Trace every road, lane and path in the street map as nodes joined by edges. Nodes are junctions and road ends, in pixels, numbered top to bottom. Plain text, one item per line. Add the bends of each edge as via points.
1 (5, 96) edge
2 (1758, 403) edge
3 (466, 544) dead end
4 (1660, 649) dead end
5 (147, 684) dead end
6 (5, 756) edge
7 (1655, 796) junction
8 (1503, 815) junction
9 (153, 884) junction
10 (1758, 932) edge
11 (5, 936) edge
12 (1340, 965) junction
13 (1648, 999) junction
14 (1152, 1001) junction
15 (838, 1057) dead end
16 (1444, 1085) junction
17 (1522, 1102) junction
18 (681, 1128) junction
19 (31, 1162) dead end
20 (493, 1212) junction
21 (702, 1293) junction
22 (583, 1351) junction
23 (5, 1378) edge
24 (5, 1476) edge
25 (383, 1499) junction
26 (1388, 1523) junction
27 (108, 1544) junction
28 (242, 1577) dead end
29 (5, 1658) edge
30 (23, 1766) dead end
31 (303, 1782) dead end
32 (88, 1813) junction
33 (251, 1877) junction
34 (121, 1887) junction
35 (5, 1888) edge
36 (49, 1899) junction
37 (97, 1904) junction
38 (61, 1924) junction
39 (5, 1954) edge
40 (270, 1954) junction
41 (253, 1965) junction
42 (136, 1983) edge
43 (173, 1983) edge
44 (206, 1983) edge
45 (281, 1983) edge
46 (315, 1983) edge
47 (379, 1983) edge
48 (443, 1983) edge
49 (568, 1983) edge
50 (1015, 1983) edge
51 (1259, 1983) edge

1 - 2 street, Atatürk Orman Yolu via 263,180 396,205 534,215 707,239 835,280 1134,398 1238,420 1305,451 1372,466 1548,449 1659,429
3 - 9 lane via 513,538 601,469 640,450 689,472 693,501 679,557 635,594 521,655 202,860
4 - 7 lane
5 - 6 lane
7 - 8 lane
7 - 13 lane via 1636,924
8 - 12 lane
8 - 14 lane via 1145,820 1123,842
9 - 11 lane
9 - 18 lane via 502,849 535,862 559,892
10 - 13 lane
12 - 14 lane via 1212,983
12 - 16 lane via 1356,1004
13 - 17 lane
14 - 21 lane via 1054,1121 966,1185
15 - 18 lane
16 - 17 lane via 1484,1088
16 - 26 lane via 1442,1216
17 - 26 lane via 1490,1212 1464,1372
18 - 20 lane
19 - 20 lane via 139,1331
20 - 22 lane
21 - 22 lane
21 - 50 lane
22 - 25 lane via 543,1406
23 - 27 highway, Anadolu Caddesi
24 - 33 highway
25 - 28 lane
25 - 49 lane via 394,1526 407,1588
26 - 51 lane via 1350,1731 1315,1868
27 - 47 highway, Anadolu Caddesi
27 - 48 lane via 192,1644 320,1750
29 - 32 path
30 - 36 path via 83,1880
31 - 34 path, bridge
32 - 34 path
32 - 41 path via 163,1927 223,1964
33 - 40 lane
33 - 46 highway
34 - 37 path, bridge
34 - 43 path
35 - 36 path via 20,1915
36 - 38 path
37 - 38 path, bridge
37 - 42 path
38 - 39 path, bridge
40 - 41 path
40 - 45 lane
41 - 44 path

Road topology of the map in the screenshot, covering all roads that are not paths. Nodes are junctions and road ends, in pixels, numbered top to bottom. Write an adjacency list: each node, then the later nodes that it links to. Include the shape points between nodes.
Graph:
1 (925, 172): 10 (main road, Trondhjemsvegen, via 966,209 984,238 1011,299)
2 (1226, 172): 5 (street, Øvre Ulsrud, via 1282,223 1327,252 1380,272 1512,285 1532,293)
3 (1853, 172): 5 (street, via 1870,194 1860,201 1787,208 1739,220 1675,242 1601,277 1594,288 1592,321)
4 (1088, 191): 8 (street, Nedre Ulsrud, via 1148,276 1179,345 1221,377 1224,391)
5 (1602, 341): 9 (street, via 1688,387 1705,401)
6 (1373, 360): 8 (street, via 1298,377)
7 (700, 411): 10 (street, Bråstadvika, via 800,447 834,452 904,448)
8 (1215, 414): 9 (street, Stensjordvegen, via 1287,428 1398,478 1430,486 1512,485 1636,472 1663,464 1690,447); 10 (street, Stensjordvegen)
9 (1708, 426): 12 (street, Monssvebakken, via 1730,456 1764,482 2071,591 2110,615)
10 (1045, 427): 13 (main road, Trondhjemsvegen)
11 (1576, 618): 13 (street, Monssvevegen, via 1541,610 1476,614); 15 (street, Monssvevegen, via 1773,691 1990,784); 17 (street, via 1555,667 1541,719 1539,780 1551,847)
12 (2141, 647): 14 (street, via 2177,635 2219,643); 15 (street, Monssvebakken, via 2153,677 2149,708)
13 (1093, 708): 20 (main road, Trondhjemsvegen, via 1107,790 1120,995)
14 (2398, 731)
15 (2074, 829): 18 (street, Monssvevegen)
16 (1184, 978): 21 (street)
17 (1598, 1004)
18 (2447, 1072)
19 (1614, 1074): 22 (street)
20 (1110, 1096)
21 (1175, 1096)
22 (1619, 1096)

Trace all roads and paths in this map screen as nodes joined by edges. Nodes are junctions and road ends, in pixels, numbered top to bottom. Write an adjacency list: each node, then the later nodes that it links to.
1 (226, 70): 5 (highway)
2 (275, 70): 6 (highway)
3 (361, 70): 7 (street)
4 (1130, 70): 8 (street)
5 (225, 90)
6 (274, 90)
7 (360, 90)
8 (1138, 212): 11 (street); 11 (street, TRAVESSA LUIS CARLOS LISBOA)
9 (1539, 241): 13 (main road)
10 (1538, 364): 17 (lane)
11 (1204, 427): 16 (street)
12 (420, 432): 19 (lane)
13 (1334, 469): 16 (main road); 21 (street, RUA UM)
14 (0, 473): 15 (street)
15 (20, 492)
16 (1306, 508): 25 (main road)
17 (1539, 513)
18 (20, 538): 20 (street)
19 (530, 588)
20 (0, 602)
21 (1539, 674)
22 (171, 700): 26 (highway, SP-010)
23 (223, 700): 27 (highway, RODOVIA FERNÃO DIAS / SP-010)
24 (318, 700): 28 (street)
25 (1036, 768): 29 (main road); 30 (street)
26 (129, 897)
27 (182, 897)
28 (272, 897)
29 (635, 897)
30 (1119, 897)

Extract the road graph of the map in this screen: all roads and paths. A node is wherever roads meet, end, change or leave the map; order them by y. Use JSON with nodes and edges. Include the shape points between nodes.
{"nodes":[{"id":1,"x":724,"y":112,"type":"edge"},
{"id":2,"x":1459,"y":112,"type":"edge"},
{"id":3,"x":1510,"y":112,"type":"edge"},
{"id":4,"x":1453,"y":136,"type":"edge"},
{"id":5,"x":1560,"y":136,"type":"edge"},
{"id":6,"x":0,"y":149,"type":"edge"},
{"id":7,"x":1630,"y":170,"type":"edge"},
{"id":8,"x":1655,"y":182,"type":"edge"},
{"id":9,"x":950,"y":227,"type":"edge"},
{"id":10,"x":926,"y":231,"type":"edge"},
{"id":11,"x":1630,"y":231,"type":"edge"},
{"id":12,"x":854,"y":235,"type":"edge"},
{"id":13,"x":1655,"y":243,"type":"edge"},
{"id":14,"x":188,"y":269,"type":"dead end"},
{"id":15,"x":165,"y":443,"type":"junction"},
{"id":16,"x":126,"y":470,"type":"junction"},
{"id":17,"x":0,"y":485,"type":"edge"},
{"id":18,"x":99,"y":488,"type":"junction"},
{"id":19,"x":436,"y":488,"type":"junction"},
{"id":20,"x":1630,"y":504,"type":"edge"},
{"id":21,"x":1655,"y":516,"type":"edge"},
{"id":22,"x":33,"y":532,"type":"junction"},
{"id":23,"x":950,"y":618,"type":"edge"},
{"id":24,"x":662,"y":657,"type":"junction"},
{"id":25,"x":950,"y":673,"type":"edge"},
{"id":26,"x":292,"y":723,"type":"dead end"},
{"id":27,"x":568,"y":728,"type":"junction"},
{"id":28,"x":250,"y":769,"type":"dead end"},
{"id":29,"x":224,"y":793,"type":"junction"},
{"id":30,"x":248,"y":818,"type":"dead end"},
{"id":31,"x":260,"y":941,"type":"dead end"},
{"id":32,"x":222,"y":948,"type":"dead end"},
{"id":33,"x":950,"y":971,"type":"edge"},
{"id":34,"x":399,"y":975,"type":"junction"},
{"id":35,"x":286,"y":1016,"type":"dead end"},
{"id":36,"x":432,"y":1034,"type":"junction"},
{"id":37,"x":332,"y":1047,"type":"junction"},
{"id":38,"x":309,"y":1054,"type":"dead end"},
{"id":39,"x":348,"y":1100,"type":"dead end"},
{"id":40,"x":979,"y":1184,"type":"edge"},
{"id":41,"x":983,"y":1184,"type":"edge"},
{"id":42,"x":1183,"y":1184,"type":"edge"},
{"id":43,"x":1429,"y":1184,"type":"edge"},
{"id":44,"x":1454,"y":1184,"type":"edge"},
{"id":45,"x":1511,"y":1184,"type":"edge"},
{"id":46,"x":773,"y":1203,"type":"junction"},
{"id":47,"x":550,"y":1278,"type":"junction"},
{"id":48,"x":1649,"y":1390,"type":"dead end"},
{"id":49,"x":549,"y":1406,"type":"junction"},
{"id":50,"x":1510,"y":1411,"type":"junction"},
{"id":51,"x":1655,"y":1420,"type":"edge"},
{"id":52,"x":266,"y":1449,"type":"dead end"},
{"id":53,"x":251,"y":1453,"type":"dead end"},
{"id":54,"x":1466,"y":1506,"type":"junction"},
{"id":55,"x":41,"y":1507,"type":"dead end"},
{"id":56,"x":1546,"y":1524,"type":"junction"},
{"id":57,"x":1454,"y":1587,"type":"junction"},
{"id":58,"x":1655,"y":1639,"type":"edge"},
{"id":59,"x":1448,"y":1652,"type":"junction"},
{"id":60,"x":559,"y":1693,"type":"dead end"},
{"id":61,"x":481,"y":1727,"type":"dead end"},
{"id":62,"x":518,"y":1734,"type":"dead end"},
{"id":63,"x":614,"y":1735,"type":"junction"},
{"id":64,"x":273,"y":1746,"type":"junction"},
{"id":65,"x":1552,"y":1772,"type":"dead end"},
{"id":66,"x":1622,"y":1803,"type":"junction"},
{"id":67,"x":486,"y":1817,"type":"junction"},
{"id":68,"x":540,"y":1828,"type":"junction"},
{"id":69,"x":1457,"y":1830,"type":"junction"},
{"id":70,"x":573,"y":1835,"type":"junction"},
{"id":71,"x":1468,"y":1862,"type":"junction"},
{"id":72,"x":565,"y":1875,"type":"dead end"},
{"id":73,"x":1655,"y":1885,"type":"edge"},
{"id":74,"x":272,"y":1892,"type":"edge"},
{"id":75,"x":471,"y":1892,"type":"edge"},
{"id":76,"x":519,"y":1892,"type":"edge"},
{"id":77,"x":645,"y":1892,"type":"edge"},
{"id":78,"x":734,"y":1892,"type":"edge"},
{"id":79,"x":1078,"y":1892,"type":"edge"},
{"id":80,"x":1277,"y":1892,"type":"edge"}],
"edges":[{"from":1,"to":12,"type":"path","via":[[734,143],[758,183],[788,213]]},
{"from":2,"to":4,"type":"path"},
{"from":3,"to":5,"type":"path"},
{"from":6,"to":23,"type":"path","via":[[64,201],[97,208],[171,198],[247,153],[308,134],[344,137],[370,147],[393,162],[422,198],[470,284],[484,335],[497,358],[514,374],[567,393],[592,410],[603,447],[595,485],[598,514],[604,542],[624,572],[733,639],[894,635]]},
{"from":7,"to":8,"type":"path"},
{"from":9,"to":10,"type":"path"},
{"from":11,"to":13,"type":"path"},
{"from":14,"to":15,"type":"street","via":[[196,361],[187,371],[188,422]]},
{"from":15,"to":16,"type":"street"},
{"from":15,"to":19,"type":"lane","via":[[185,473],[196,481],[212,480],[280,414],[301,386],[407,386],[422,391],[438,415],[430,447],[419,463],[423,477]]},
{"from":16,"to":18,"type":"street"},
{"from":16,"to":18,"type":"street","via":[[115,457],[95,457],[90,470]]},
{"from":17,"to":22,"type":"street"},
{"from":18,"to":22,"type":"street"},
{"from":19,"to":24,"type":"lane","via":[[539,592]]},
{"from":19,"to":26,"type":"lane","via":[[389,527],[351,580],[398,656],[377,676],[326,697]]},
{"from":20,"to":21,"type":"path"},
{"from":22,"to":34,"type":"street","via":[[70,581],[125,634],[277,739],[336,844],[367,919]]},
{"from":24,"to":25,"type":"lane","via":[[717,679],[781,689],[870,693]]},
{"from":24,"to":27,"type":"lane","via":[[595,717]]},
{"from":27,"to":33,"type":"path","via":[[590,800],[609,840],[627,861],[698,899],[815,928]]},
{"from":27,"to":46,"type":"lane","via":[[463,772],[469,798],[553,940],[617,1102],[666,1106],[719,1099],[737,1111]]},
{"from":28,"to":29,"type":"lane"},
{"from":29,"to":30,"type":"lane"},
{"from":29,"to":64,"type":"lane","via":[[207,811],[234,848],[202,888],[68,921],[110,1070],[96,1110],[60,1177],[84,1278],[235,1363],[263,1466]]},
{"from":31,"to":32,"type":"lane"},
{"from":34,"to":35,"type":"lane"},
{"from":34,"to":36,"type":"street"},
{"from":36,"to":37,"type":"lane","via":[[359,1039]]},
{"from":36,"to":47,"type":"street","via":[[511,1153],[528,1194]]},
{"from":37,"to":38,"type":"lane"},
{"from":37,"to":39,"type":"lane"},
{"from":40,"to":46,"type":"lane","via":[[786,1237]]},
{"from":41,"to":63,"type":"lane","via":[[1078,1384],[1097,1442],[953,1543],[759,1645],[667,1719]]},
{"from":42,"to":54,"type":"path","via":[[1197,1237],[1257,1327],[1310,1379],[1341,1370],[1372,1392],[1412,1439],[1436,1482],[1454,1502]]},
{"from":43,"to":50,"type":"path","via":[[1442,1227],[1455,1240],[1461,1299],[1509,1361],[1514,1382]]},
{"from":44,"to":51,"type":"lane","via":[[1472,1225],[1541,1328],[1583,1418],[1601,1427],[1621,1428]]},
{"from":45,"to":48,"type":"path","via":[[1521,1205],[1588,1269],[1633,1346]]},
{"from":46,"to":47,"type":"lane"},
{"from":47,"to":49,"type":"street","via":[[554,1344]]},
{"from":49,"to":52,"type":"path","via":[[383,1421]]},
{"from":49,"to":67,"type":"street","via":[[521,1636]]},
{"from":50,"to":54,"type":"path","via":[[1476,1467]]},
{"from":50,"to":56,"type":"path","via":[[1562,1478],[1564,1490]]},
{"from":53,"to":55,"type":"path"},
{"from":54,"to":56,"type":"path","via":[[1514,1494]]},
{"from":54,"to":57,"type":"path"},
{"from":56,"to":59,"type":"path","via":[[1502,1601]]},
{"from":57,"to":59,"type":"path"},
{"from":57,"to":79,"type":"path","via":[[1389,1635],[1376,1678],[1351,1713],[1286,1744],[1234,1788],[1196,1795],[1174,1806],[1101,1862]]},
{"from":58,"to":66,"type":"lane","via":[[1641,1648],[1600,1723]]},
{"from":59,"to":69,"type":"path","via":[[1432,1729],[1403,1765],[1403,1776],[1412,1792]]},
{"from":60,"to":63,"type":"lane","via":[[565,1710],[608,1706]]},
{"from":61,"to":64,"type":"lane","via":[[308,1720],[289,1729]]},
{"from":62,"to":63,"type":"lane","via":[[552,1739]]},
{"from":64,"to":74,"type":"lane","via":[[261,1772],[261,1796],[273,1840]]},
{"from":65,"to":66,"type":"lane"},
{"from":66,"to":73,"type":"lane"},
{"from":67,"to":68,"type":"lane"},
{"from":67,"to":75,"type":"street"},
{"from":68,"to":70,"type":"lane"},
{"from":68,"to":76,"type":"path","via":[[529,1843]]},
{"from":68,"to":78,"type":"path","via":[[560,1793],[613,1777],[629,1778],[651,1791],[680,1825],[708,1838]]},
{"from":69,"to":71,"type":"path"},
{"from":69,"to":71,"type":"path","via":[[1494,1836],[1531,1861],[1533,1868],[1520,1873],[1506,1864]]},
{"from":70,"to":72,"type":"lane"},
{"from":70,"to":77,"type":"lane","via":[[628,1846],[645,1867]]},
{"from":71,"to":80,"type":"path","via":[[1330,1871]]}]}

★ ★ ★ ★ ★

What is being asked => Pick each line holding the word "Trace" out of the listing.

Answer to this exercise =>
Trace every road, lane and path in the street map as nodes joined by edges. Nodes are junctions and road ends, in pixels, numbered top to bottom. Plain text, one item per line. Add the bends of each edge as via points.
Trace all roads and paths in this map screen as nodes joined by edges. Nodes are junctions and road ends, in pixels, numbered top to bottom. Write an adjacency list: each node, then the later nodes that it links to.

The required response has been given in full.